The tone of both articles will be familiar to Scottish readers. We have all seen some on one side of our own debate assert Scotland will enjoy effortless Nordic well-being, while those on the other paint a picture of post-independence apocolypse.

But both brands of story  - I am told by people who know better than me - resonate with Quebecers and other Canadians too.

Why? Because these are exactly the kind of arguments thrashed out over Quebec's own sovereignty debates over the last three decades or so.

Quebecers have fought two referenda on “sovereignty” over the last three decades. The second, in 1995, was widely seen as ill-tempered and marred by allegations of dirty tricks. Media groups took clear stances on the issue. 

So are they now almost automatically reverting to type when trying to cover our referendum? It would appear so. I am tempted to say Scottish independence is being fought as a proxy war in Quebec - but I am happy to be corrected if this is a bit of an overstatement.

But the language on Scotland is quite strikingly bitter - and firmly seen through the prism of Quebec politics.

Why are Quebec politics so robust?  Aisla Henderson, of Edinburgh University, reckons it may be because, unlike in Scotland, there is no full consensus between either side of the debate on whether Quebec is a “nation” or not.

“The language used on both sides can be more nationalistic than in Scotland,”  she said. “Perhaps because language - whether French or English - has historically been so important part of politics.”

The Globe and Mail, in the same article where it declares Scotland an economic, social and health basket case - explains all the pre-referendum positioning through what happened in the province.
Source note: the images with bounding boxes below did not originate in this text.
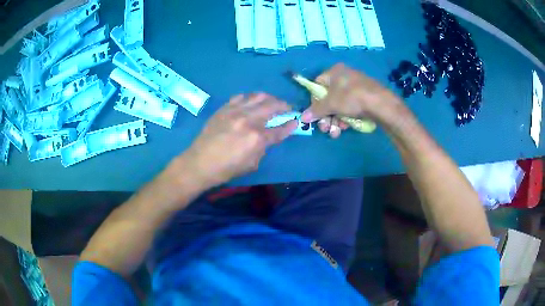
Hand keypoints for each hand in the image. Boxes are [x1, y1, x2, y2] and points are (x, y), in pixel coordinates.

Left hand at [182, 93, 297, 187]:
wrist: (199, 163)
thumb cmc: (227, 169)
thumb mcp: (252, 164)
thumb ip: (264, 148)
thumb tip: (269, 136)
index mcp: (257, 138)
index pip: (280, 129)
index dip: (291, 125)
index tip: (296, 120)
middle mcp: (248, 120)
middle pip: (272, 106)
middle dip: (284, 105)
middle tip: (287, 107)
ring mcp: (235, 111)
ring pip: (258, 96)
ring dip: (269, 98)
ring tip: (272, 102)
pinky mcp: (224, 108)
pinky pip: (241, 96)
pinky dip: (250, 98)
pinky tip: (252, 102)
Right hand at [301, 63, 404, 137]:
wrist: (382, 104)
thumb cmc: (352, 98)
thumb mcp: (332, 103)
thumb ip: (316, 110)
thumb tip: (303, 117)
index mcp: (334, 72)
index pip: (317, 85)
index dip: (314, 102)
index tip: (315, 115)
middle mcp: (344, 77)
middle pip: (328, 98)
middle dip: (326, 116)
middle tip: (325, 129)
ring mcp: (355, 87)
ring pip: (339, 105)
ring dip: (335, 120)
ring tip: (336, 133)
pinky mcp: (364, 97)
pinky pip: (350, 107)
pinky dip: (346, 118)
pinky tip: (346, 128)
“Scotland creeps toward a Quebec-style constitutional crisis,” it announced in its headline before referring to Alex Salmond, “the Scottish separatist leader”, saying he began his campaign with a “Modified Lévesque Opening”, while UK premier David Cameron responded with the Dion Gambit (the paper namechecking two politicians on either side of the sovreignty debate).

Papers on both sides of the Quebec divide (although politics in the province, it should be said, splits more than two ways) have noted interest in Scotland in their independence argument, especially over the machinery of referenda, and the niggles over wording and constitutuional law.
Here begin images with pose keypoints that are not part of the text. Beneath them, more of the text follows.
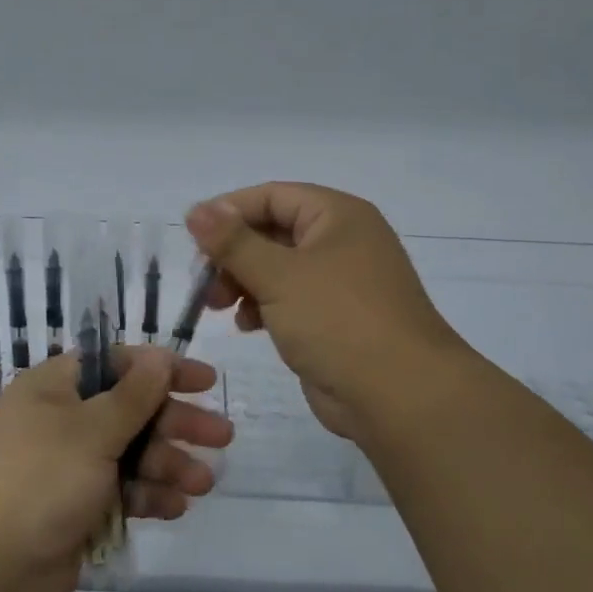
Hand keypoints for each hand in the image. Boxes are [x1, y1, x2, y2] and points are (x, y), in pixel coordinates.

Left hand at [0, 347, 230, 591]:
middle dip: (176, 423)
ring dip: (168, 464)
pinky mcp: (75, 509)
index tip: (204, 381)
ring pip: (130, 455)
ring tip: (203, 482)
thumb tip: (159, 356)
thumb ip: (133, 395)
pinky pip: (121, 492)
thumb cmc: (38, 479)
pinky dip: (147, 497)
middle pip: (130, 411)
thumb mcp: (91, 429)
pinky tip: (176, 507)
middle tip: (222, 436)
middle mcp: (62, 421)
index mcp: (55, 388)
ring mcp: (68, 467)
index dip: (161, 369)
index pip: (116, 364)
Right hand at [186, 183, 469, 442]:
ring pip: (279, 268)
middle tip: (203, 281)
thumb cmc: (338, 321)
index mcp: (338, 216)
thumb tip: (196, 210)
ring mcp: (342, 282)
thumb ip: (233, 242)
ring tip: (218, 306)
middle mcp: (342, 241)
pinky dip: (264, 306)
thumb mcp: (278, 276)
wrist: (399, 395)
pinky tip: (247, 325)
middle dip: (233, 254)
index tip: (193, 237)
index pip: (272, 196)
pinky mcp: (336, 318)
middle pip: (273, 232)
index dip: (229, 211)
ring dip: (244, 282)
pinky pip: (291, 299)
But they also note a reluctance by Alex Salmond to speak of Quebec. Montreal’s La Presse, for example, this month stressed how coy the SNP leader was on the subject.

So did Le Devoir, which offered a reason for the first minister’s reluctance to wax lyrical about Quebec: it is because the nationalists lost in Quebec, albeit only by a whisker.
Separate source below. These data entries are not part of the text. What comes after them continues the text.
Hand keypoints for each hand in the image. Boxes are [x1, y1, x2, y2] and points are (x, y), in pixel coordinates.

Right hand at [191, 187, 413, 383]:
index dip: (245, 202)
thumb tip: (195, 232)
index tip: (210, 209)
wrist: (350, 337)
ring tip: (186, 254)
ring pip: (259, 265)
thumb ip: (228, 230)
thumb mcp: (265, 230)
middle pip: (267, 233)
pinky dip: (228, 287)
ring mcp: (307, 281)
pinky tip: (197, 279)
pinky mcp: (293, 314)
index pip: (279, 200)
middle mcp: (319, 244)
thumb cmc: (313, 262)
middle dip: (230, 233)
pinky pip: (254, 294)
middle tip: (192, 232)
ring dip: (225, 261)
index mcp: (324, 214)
Moreover, the Canadian referenda, according to one Canadian study cited by Le Devoir, were the only ones of their kind carried out anywhere in the world ever to go the way of the No camp.

Quebec sovereigntists, meanwhile, look set to make a return to power in provincial elections next week. Here, too, old hands spot similiarities with the Scottish situation. The Parti Québecois, according to seasoned watchers of local politics, are fighting on administrative competency, not independence.

* Thanks to Edinburgh-based Quebec journalist Paris Gourtsoyannis, Edinburgh University’s Ailsa Henderson, and Aberdeen University’s Professor Michael Keating for help with this blog. All mistakes are mine.